En Holobionte, el cuarto volumen del total de sus relatos que la editorial Eolas se ha propuesto publicar a lo largo de seis entregas, tenemos una prueba más (como si hicieran falta más pruebas) de lo dicho. En Holobionte están sus textos más específicamente alusivos a lo que podríamos denominar la dimensión humana; los diferentes seres y la intrincada red de relaciones que se crean en el curso de la interacción social protagonizan el grueso de los relatos que tienen cabida en este volumen. Predomina, como primera característica, una mirada algo oscura, o tal vez escéptica, o puede que desencantada, sobre las circunstancias que definen la esencia de lo que somos.
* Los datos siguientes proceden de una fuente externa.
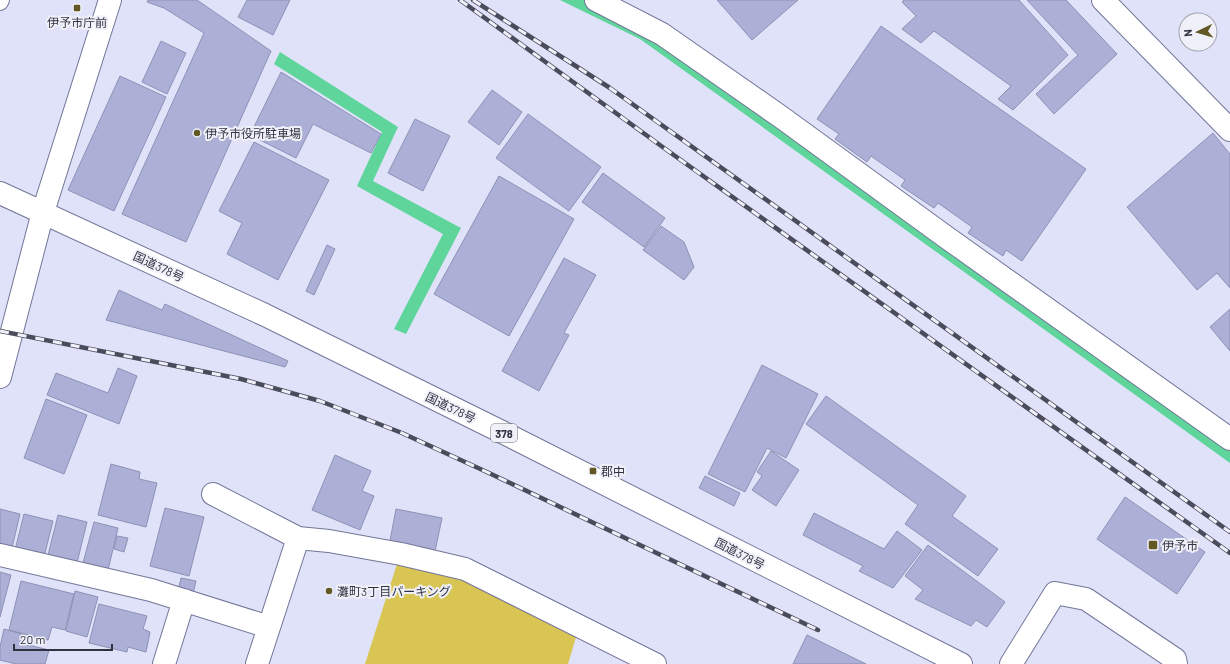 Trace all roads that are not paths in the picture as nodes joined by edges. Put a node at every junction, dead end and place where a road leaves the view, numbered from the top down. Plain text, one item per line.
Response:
1 (110, 0) edge
2 (596, 0) edge
3 (1103, 0) edge
4 (1230, 130) edge
5 (0, 193) edge
6 (43, 212) junction
7 (0, 377) edge
8 (1230, 439) edge
9 (213, 494) dead end
10 (298, 538) junction
11 (0, 555) edge
12 (184, 600) junction
13 (269, 627) junction
14 (164, 664) edge
15 (257, 664) edge
16 (655, 664) edge
17 (961, 664) edge
18 (1011, 664) edge
19 (1176, 664) edge

1 - 6 main road
2 - 8 main road
3 - 4 main road
5 - 6 main road, 国道378号 / 378
6 - 7 main road
6 - 17 main road, 国道378号 / 378
9 - 10 main road
10 - 13 main road
10 - 16 main road
11 - 12 main road
12 - 13 main road
12 - 14 main road
13 - 15 main road
18 - 19 main road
Más allá del excelente relato que da fin al libro, «Cuento de horror», con el que por otra parte me identifico plenamente, hay otros más donde esa mirada se expresa con absoluta contundencia, como puedan ser «La travesía» o «El solipsista». También nos encontramos con textos donde la exquisitez estilística de Olgoso se despliega con toda maestría, como sucede con «Nubes», una exquisitez a la altura de los más grandes autores clásicos, o «Perlas de Indra», que no por cruel y despiadado deja de ser eminentemente bello. Hay también otros donde se percibe el acerado sentido crítico del escritor granadino, como «El lobo viejo de las desgracias», «Los ujiji» o «La corporación». Igualmente, tenemos relatos donde la mirada actual se entronca con la del pasado como si se tratara de un juego de espejos deformantes, como «La larga digestión del Dragón de Komodo». Y también hay textos en los que prevalece cierta fijación obsesiva en la conducta de sus protagonistas, como «Flores atroces» o «El descanso de Sísifo». A lo largo del libro predominan los relatos breves, como mucho de tres o cuatro páginas, a menudo de un solo párrafo, con excepción de dos textos realmente magistrales como son «El síndrome de Lugrís», quizá el más prosaico de todos, pero no por ello menos excepcional (de hecho es uno de mis favoritos), y «Amargo», que al mismo tiempo destila una distinguida misantropía. También, por supuesto, los hay donde el sentido del humor de Ángel Olgoso hace acto de presencia, como «Hispania II» o «Darwinismo», aunque la ironía y la sátira están presentes en mayor o menor medida en casi todos ellos.

Habría muchos más relatos a destacar, obviamente (no creo que haya ni uno que no merezca el halago y el reconocimiento), en un libro que acoge hasta sesenta y cuatro cuentos, pero no es este el lugar apropiado para ello, por espacio y por intención de quien esto escribe. Solo cabría insistir en que Ángel Olgoso es uno de los más grandes escritores nacionales de la actualidad, que su extraordinario talento para construir universos ficcionales en unos pocos párrafos y edificar enjundiosas fabulaciones con el simple uso del lenguaje encuentra pocas correspondencias hoy en día (al menos que yo conozca), y que cada texto suyo, cada relato, contiene dentro de sí varias lecturas que jamás agotan su significado por muchas veces que se acuda a él. Holobionte es la más reciente prueba de ello.